**Task details**
Pick out all lines in the listing holding the string "Edenfield" and copy them.

**Records for processing**

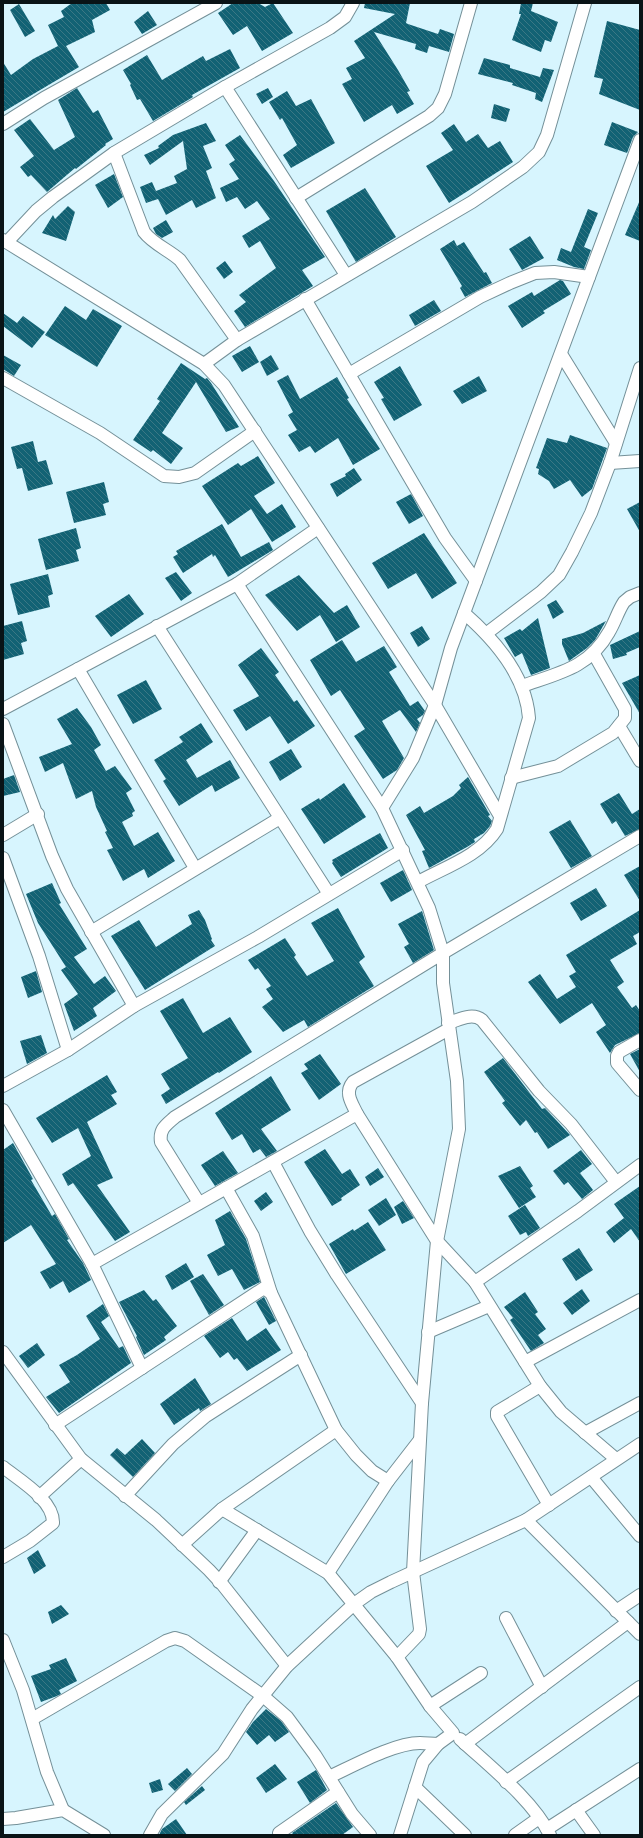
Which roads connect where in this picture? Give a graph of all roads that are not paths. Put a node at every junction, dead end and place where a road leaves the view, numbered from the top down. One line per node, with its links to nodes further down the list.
1 (216, 3): 6 (street)
2 (352, 3): 5 (street)
3 (471, 3): 9 (street)
4 (585, 3): 11 (street)
5 (225, 87): 8 (street); 9 (street)
6 (3, 124)
7 (640, 140): 12 (street)
8 (114, 153): 10 (street); 14 (street)
9 (296, 198): 11 (street)
10 (5, 241): 16 (street)
11 (346, 275): 13 (street)
12 (589, 278): 15 (street); 18 (street)
13 (305, 300): 14 (street); 18 (street)
14 (237, 340): 16 (street)
15 (561, 354): 21 (street); 25 (street)
16 (204, 364): 20 (street)
17 (640, 368): 21 (street)
18 (349, 374): 25 (street)
19 (3, 378): 20 (street)
20 (255, 431): 24 (street)
21 (616, 443): 23 (street)
22 (640, 461): 23 (street)
23 (610, 463): 30 (street)
24 (318, 528): 26 (street); 34 (street)
25 (476, 581): 28 (street)
26 (236, 584): 29 (street); 40 (street)
27 (640, 593): 31 (street)
28 (464, 613): 30 (street); 34 (street)
29 (158, 626): 32 (street); 43 (street)
30 (487, 633): 33 (street)
31 (594, 654): 33 (street); 37 (street)
32 (78, 669): 35 (street); 48 (street)
33 (522, 686): 39 (street)
34 (435, 705): 40 (street); 42 (street)
35 (3, 709)
36 (3, 724): 41 (street)
37 (619, 726): 38 (street); 39 (street)
38 (640, 761)
39 (511, 778): 42 (street)
40 (382, 808): 46 (street)
41 (38, 814): 44 (street); 51 (street)
42 (500, 816): 49 (street)
43 (280, 818): 48 (street); 50 (street)
44 (3, 835)
45 (640, 836): 52 (street)
46 (403, 850): 49 (street); 50 (street)
47 (3, 858): 56 (street)
48 (195, 868): 51 (street)
49 (418, 882): 52 (street)
50 (330, 894): 53 (street)
51 (90, 932): 53 (street)
52 (443, 953): 54 (street); 65 (street)
53 (134, 1006): 56 (street)
54 (448, 1026): 60 (street); 63 (street); 66 (street)
55 (640, 1040): 58 (street)
56 (68, 1050): 57 (street)
57 (3, 1086)
58 (640, 1090)
59 (3, 1110): 67 (street)
60 (358, 1114): 61 (street); 66 (street)
61 (273, 1162): 64 (street); 78 (street)
62 (640, 1165): 63 (street)
63 (616, 1182): 68 (street)
64 (226, 1188): 65 (street); 69 (street)
65 (199, 1203): 67 (street)
66 (437, 1241): 68 (street); 72 (street)
67 (92, 1264): 76 (street)
68 (475, 1282): 71 (street)
69 (271, 1293): 74 (street); 76 (street)
70 (640, 1300): 75 (street)
71 (490, 1306): 72 (street); 75 (street)
72 (428, 1332): 78 (street)
73 (3, 1352): 80 (street)
74 (301, 1355): 81 (street); 91 (street)
75 (524, 1362): 77 (street)
76 (142, 1368): 80 (street)
77 (540, 1386): 82 (street); 92 (street)
78 (422, 1403): 83 (street)
79 (640, 1404): 82 (street)
80 (55, 1425): 85 (street)
81 (336, 1430): 89 (street); 93 (street)
82 (586, 1433): 86 (street)
83 (419, 1441): 89 (street); 100 (street)
84 (640, 1444): 86 (street)
85 (80, 1459): 90 (street); 91 (street)
86 (616, 1459): 88 (street)
87 (3, 1467): 90 (street)
88 (591, 1477): 92 (street); 96 (street)
89 (388, 1481): 99 (street)
90 (39, 1496): 98 (street)
91 (125, 1496): 97 (street)
92 (549, 1505): 94 (street)
93 (222, 1508): 95 (street); 97 (street)
94 (526, 1520): 100 (street); 104 (street)
95 (257, 1530): 99 (street); 101 (street)
96 (640, 1536)
97 (182, 1545): 101 (street)
98 (3, 1557)
99 (328, 1572): 103 (street)
100 (413, 1572): 103 (street); 109 (street)
101 (220, 1582): 110 (street)
102 (640, 1595): 104 (street)
103 (354, 1604): 109 (street); 110 (street)
104 (616, 1611): 106 (street)
105 (506, 1618): 113 (street)
106 (628, 1622): 107 (street); 113 (street)
107 (640, 1634)
108 (3, 1640): 116 (street)
109 (397, 1657): 115 (street)
110 (286, 1666): 114 (street)
111 (481, 1673): 115 (street)
112 (640, 1686): 122 (street)
113 (542, 1687): 119 (street)
114 (263, 1696): 116 (street); 121 (street); 132 (street)
115 (430, 1706): 117 (street)
116 (32, 1719): 125 (street)
117 (453, 1733): 118 (street); 119 (street)
118 (438, 1744): 121 (street); 123 (street)
119 (465, 1744): 122 (street)
120 (640, 1769): 126 (street)
121 (329, 1777): 124 (street)
122 (506, 1782): 127 (street)
123 (416, 1787): 134 (street); 135 (street)
124 (338, 1792): 130 (street); 133 (street)
125 (63, 1810): 128 (street); 131 (street)
126 (576, 1810): 129 (street); 137 (street)
127 (539, 1818): 129 (street); 136 (street)
128 (3, 1819)
129 (549, 1832)
130 (279, 1833)
131 (104, 1835)
132 (150, 1835)
133 (370, 1835)
134 (400, 1835)
135 (465, 1835)
136 (515, 1835)
137 (594, 1835)

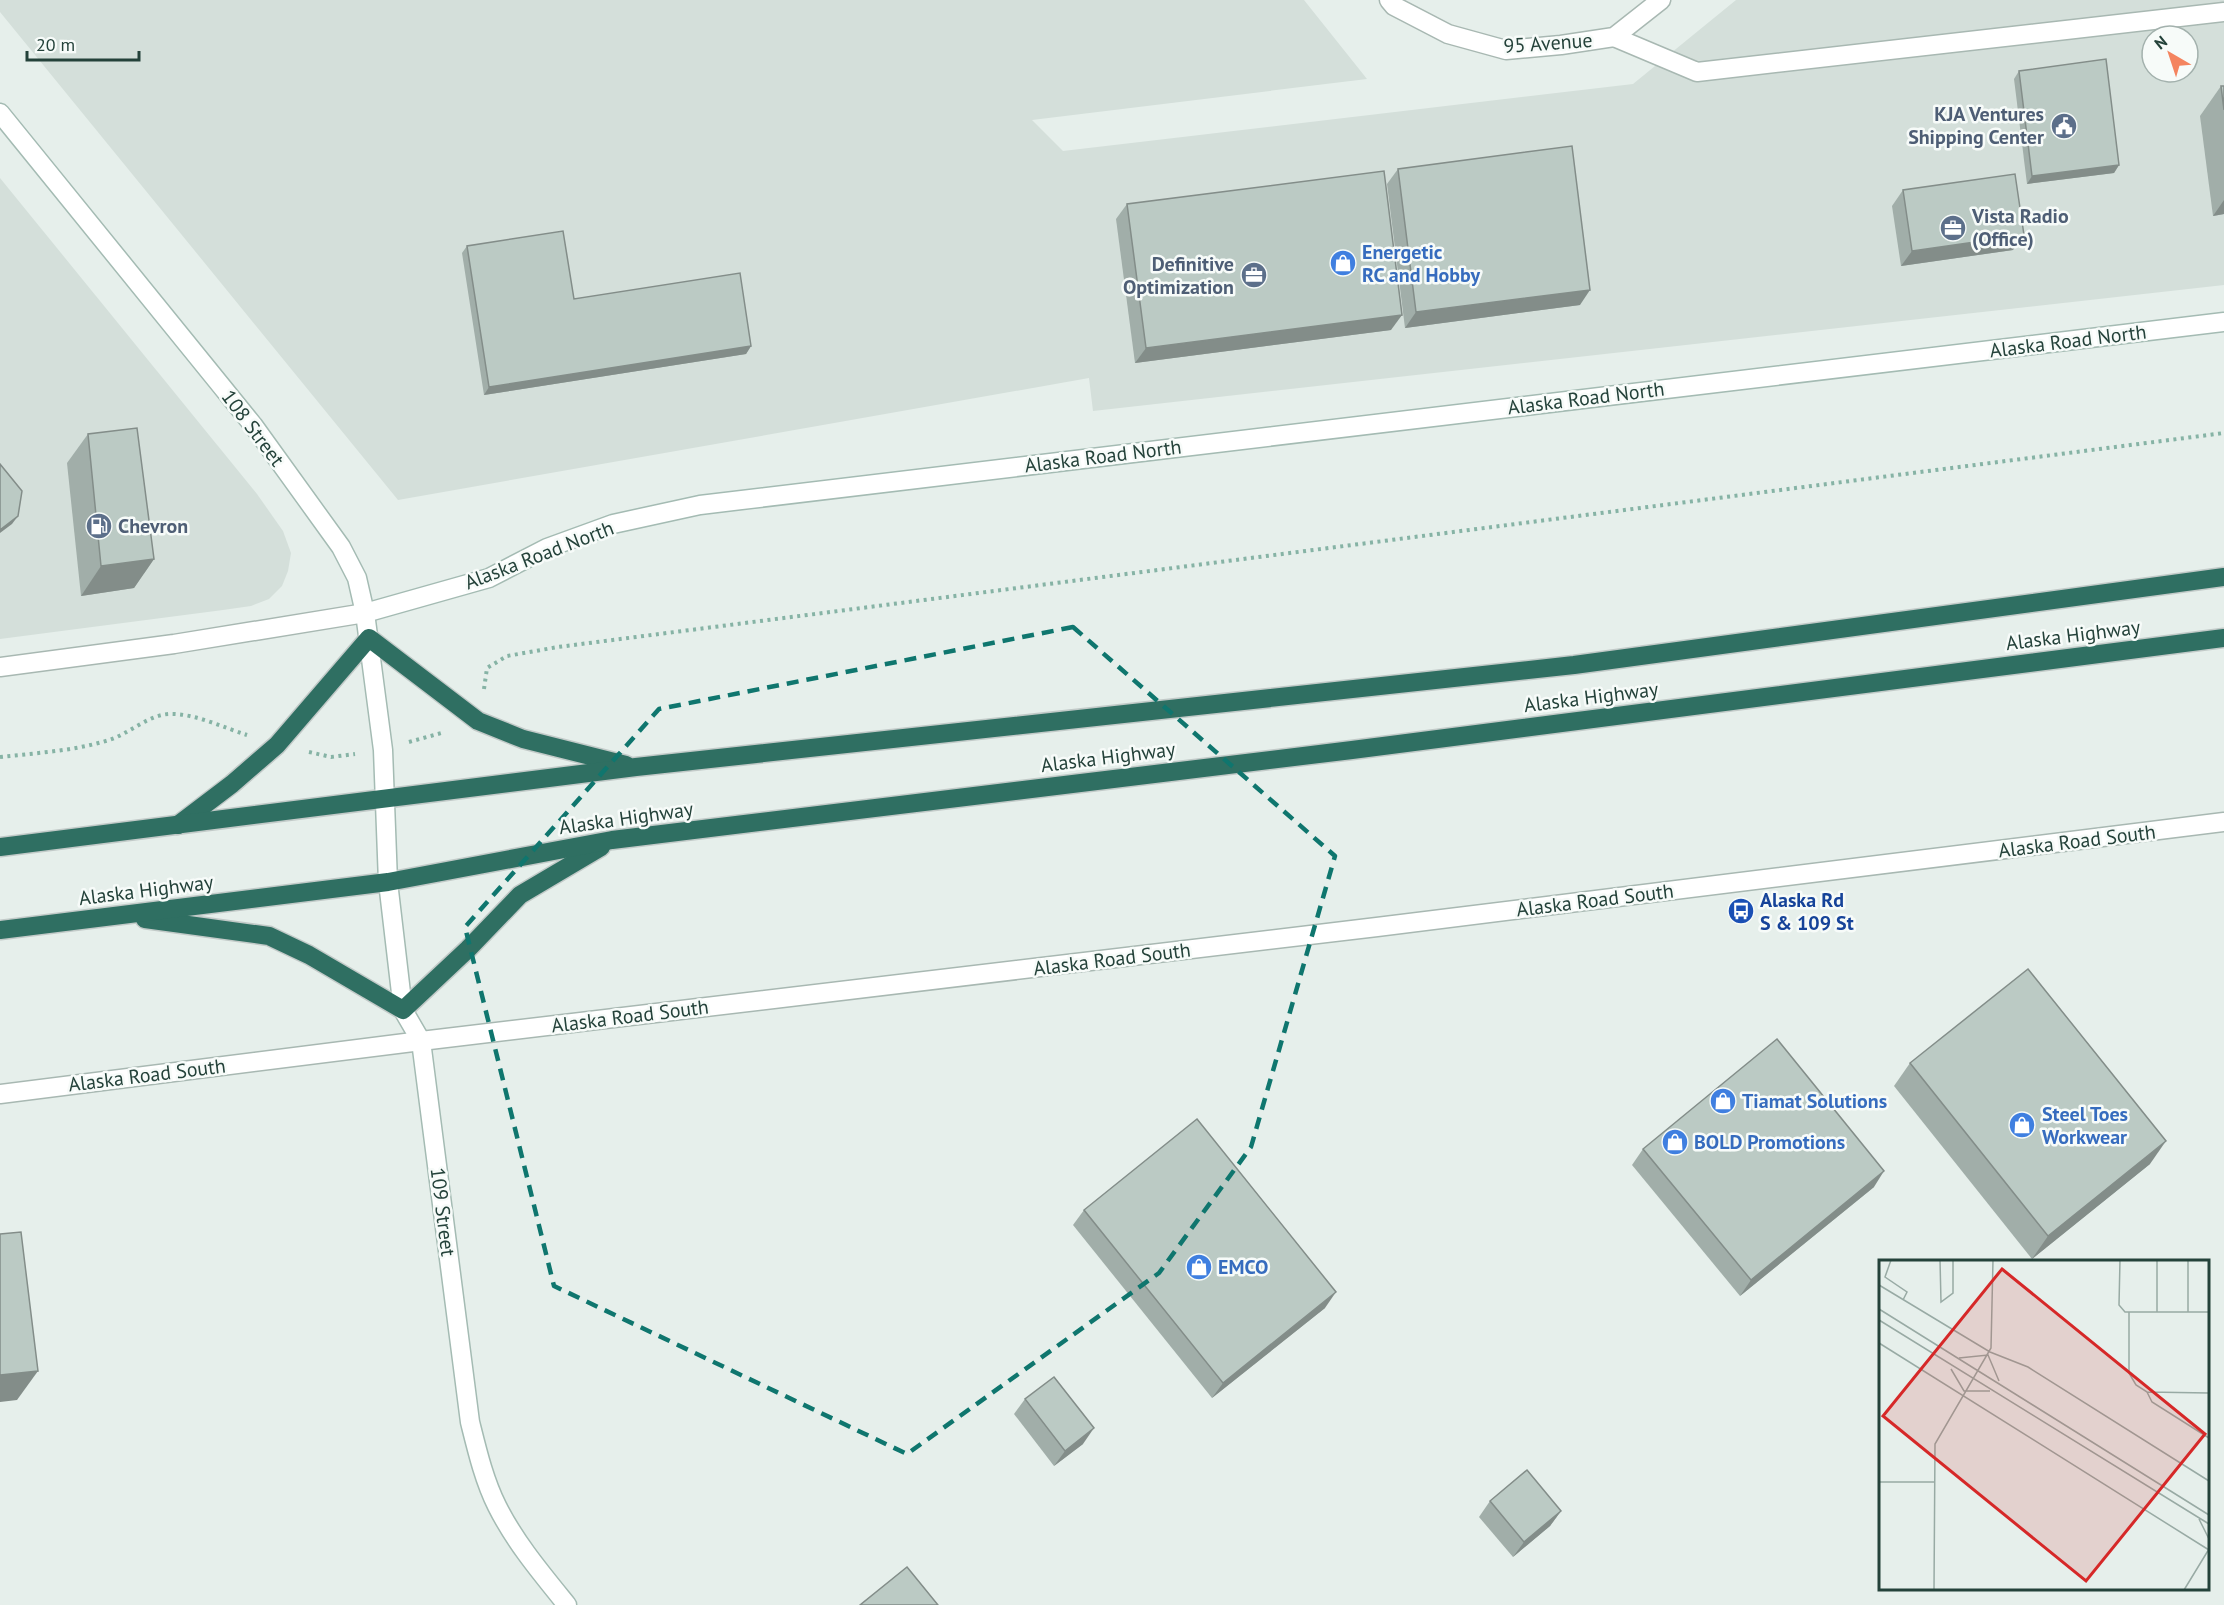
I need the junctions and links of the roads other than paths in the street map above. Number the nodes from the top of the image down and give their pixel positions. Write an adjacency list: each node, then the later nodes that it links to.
1 (1661, 0): 4 (street, 95 Avenue)
2 (1391, 3): 4 (street, 95 Avenue)
3 (2224, 12): 4 (street)
4 (1614, 37)
5 (0, 113): 8 (street, 108 Street)
6 (2224, 322): 8 (street, Alaska Road North)
7 (2224, 577): 12 (highway, Alaska Highway)
8 (365, 614): 9 (street, 108 Street); 11 (street, Alaska Road North)
9 (369, 638): 12 (highway); 13 (street, 108 Street); 15 (highway)
10 (2224, 638): 16 (highway, Alaska Highway)
11 (0, 667)
12 (636, 767): 13 (highway, Alaska Highway)
13 (386, 798): 15 (highway, Alaska Highway); 18 (street, 109 Street)
14 (2224, 822): 22 (street, Alaska Road South)
15 (176, 826): 17 (highway, Alaska Highway)
16 (612, 840): 18 (highway, Alaska Highway); 21 (highway)
17 (0, 847)
18 (388, 882): 19 (highway, Alaska Highway); 21 (street, 109 Street)
19 (122, 916): 20 (highway, Alaska Highway); 21 (highway)
20 (0, 930)
21 (403, 1010): 22 (street, 109 Street)
22 (421, 1041): 23 (street, Alaska Road South); 24 (street, 109 Street)
23 (0, 1094)
24 (567, 1605)

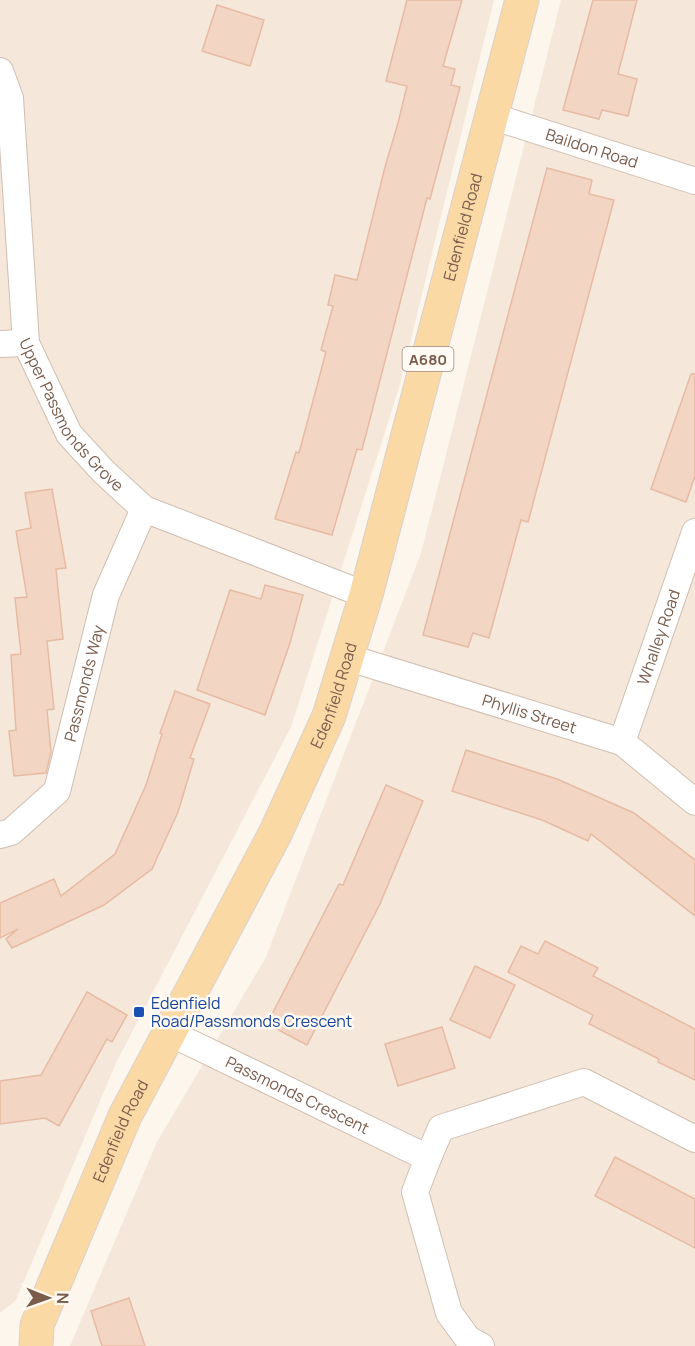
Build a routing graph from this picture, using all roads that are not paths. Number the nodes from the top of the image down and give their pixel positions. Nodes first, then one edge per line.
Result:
1 (522, 0) edge
2 (0, 71) edge
3 (491, 116) junction
4 (695, 181) edge
5 (26, 343) junction
6 (0, 344) edge
7 (144, 509) junction
8 (695, 532) edge
9 (366, 595) junction
10 (346, 657) junction
11 (622, 742) junction
12 (695, 802) edge
13 (0, 835) edge
14 (168, 1032) junction
15 (695, 1139) edge
16 (428, 1158) junction
17 (36, 1346) edge
18 (482, 1346) edge

1 - 3 main road, Edenfield Road / A680
2 - 5 street, Upper Passmonds Grove
3 - 4 street, Baildon Road
3 - 9 main road, Edenfield Road / A680
5 - 6 street
5 - 7 street, Upper Passmonds Grove
7 - 9 street, Upper Passmonds Grove
7 - 13 street, Passmonds Way
8 - 11 street, Whalley Road
9 - 10 main road, Edenfield Road / A680
10 - 11 street, Phyllis Street
10 - 14 main road, Edenfield Road / A680
11 - 12 street, Phyllis Street
14 - 16 street, Passmonds Crescent
14 - 17 main road, Edenfield Road / A680
15 - 16 street
16 - 18 street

**Answer to this task**
1 - 3 main road, Edenfield Road / A680
3 - 9 main road, Edenfield Road / A680
9 - 10 main road, Edenfield Road / A680
10 - 14 main road, Edenfield Road / A680
14 - 17 main road, Edenfield Road / A680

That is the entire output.